Exercise objective | Search the material for "solid" and copy each line in which it is found.
════════
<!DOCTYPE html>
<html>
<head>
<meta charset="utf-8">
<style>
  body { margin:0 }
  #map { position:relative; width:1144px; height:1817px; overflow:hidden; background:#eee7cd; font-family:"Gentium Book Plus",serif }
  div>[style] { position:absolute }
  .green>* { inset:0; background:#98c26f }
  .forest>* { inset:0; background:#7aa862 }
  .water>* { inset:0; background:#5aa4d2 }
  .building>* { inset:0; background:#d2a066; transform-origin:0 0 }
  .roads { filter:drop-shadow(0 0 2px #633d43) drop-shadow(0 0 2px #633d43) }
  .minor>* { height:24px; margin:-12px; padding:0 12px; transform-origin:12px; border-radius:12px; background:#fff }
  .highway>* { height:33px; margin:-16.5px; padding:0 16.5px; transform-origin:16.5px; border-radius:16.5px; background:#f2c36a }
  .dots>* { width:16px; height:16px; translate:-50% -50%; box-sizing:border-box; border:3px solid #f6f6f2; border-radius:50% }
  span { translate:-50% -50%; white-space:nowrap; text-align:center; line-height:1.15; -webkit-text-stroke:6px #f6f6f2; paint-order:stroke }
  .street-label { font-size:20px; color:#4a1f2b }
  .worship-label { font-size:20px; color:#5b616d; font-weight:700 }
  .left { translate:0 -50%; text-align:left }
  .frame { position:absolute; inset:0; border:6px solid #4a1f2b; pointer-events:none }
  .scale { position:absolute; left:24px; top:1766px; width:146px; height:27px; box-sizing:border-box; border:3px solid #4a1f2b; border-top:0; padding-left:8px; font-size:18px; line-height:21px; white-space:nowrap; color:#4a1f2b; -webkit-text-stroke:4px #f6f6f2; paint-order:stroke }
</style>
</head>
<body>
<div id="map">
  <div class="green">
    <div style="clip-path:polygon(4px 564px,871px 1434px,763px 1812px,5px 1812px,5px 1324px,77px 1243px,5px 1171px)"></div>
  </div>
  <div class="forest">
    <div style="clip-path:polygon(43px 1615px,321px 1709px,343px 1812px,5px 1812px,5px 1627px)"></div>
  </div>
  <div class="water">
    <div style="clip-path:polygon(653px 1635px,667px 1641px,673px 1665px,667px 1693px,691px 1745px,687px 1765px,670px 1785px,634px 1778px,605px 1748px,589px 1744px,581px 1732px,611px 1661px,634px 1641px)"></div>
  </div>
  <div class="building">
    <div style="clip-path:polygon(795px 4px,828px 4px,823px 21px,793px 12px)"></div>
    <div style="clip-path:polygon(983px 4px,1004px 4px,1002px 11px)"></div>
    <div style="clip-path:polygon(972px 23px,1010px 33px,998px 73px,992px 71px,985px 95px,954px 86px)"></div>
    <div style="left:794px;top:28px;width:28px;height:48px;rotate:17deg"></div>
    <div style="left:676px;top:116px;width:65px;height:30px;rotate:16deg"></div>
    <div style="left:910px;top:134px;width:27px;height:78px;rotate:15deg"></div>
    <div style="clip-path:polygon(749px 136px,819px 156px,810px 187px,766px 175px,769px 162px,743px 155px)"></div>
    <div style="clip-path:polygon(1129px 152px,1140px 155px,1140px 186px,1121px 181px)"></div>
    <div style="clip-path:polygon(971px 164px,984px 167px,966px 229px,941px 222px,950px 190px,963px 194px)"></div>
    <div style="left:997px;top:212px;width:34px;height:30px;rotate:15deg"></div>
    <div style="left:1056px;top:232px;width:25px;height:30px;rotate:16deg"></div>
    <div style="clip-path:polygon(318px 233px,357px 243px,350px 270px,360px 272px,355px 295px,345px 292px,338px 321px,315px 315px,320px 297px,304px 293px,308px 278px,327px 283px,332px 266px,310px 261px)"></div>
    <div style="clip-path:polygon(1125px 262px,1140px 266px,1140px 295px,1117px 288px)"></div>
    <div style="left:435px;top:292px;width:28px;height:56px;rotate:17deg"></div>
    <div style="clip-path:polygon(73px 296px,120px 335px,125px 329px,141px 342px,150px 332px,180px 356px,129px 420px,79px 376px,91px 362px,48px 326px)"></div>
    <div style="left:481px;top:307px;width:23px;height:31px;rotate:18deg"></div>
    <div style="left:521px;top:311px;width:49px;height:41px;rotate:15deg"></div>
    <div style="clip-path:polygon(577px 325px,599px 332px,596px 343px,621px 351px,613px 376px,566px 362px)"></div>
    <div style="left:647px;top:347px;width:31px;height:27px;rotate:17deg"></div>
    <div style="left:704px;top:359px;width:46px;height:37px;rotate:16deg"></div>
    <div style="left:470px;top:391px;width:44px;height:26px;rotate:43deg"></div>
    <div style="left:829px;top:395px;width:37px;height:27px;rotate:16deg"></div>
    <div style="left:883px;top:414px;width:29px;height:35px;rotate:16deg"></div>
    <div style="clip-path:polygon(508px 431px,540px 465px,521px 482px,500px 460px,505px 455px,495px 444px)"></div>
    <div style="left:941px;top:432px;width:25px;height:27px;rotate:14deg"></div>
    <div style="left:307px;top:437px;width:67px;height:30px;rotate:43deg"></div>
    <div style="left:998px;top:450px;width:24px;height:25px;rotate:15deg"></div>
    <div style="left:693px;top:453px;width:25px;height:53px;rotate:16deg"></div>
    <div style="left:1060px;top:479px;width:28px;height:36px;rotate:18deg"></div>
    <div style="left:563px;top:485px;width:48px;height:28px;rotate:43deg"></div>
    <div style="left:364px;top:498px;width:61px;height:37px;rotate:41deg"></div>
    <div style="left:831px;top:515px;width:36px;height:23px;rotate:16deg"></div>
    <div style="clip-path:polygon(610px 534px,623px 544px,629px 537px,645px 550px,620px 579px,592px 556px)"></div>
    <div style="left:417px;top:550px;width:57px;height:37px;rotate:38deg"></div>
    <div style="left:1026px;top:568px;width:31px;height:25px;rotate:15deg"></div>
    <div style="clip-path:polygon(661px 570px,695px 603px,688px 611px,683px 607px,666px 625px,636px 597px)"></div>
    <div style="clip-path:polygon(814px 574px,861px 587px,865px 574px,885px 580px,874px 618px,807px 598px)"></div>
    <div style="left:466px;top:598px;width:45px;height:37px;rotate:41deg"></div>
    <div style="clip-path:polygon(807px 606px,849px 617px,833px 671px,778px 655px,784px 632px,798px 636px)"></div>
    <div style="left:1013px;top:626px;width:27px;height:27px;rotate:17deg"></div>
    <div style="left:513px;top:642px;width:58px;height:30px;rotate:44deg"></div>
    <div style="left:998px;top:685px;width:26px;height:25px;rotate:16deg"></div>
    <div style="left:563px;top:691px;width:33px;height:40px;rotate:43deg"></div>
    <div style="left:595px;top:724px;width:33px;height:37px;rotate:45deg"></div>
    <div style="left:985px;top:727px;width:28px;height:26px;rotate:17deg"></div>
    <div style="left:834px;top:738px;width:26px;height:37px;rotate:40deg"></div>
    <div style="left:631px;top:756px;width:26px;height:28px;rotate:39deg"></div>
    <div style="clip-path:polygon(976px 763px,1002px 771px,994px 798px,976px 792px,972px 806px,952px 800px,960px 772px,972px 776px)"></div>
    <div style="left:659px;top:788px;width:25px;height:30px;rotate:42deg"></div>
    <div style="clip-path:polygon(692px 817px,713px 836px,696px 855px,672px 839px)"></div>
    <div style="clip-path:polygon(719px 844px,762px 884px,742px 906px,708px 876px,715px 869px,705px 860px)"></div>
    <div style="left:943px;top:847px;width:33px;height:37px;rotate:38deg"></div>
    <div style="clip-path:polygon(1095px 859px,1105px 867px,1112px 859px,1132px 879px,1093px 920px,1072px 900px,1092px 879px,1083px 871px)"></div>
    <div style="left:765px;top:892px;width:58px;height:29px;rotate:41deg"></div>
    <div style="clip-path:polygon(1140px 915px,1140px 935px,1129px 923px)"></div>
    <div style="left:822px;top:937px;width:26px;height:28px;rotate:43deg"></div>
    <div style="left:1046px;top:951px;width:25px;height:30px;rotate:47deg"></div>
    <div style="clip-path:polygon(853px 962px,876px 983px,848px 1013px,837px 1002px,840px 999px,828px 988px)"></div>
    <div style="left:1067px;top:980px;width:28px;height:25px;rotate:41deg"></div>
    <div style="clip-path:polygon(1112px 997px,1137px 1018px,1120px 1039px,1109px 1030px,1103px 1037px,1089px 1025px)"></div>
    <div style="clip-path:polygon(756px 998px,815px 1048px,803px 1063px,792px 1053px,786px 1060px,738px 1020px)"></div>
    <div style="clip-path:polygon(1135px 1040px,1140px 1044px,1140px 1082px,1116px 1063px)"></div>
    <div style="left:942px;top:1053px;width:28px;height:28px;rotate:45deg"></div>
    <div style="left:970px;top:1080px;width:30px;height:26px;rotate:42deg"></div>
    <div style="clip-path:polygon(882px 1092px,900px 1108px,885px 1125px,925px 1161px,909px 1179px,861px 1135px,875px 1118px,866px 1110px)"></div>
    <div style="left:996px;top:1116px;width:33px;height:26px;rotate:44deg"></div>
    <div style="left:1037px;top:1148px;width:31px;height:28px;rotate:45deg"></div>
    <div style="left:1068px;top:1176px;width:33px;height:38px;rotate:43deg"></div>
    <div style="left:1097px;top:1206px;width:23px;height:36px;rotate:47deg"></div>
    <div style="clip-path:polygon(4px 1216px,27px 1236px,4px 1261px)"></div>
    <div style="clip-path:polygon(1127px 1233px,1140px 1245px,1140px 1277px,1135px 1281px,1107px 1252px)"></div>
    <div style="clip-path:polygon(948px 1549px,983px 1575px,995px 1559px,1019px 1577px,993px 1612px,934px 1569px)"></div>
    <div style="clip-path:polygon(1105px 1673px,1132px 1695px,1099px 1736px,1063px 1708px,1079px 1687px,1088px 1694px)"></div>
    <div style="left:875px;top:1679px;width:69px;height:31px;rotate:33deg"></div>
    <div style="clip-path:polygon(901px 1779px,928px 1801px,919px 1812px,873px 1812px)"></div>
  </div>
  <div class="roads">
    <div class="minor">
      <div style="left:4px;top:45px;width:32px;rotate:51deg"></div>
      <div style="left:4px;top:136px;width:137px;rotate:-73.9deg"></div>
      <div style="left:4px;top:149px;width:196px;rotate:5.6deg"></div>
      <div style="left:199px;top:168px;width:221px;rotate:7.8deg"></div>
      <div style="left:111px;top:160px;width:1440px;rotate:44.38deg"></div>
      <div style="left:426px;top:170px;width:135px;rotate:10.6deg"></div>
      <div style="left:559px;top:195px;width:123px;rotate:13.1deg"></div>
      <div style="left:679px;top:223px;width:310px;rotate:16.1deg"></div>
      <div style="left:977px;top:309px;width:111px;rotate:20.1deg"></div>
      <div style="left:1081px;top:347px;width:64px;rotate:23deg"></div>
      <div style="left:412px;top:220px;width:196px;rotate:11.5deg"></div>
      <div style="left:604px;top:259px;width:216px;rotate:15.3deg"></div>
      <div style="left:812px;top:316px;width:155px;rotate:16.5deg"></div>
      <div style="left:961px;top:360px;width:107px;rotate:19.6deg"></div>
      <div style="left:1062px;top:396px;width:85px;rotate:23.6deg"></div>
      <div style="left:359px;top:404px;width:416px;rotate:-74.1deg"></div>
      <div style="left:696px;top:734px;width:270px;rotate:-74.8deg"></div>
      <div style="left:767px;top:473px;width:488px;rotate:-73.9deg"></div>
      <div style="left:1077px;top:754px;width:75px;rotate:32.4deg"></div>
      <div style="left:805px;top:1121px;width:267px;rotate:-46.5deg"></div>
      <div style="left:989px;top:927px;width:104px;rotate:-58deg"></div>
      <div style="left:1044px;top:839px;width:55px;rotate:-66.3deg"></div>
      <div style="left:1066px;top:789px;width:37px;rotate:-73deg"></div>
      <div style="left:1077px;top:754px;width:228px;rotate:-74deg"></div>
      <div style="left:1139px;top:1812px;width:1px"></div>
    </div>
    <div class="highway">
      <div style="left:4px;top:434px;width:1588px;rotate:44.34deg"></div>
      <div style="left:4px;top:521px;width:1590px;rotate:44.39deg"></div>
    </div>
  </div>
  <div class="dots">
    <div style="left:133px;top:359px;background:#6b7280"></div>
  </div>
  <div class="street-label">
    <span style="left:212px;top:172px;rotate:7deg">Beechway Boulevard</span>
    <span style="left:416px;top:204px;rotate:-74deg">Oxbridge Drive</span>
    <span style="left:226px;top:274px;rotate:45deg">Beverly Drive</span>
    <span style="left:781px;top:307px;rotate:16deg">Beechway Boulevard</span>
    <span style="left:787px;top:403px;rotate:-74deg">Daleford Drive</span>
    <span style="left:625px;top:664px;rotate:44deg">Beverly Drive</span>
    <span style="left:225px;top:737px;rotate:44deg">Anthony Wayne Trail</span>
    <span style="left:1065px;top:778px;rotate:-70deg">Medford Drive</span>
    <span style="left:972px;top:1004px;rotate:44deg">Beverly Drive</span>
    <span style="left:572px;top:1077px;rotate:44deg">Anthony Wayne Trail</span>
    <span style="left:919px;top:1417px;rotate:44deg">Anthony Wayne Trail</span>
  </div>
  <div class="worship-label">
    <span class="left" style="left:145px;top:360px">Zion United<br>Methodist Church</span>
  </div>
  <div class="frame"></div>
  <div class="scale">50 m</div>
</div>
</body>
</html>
════════
Written answer |
  .dots>* { width:16px; height:16px; translate:-50% -50%; box-sizing:border-box; border:3px solid #f6f6f2; border-radius:50% }
  .frame { position:absolute; inset:0; border:6px solid #4a1f2b; pointer-events:none }
  .scale { position:absolute; left:24px; top:1766px; width:146px; height:27px; box-sizing:border-box; border:3px solid #4a1f2b; border-top:0; padding-left:8px; font-size:18px; line-height:21px; white-space:nowrap; color:#4a1f2b; -webkit-text-stroke:4px #f6f6f2; paint-order:stroke }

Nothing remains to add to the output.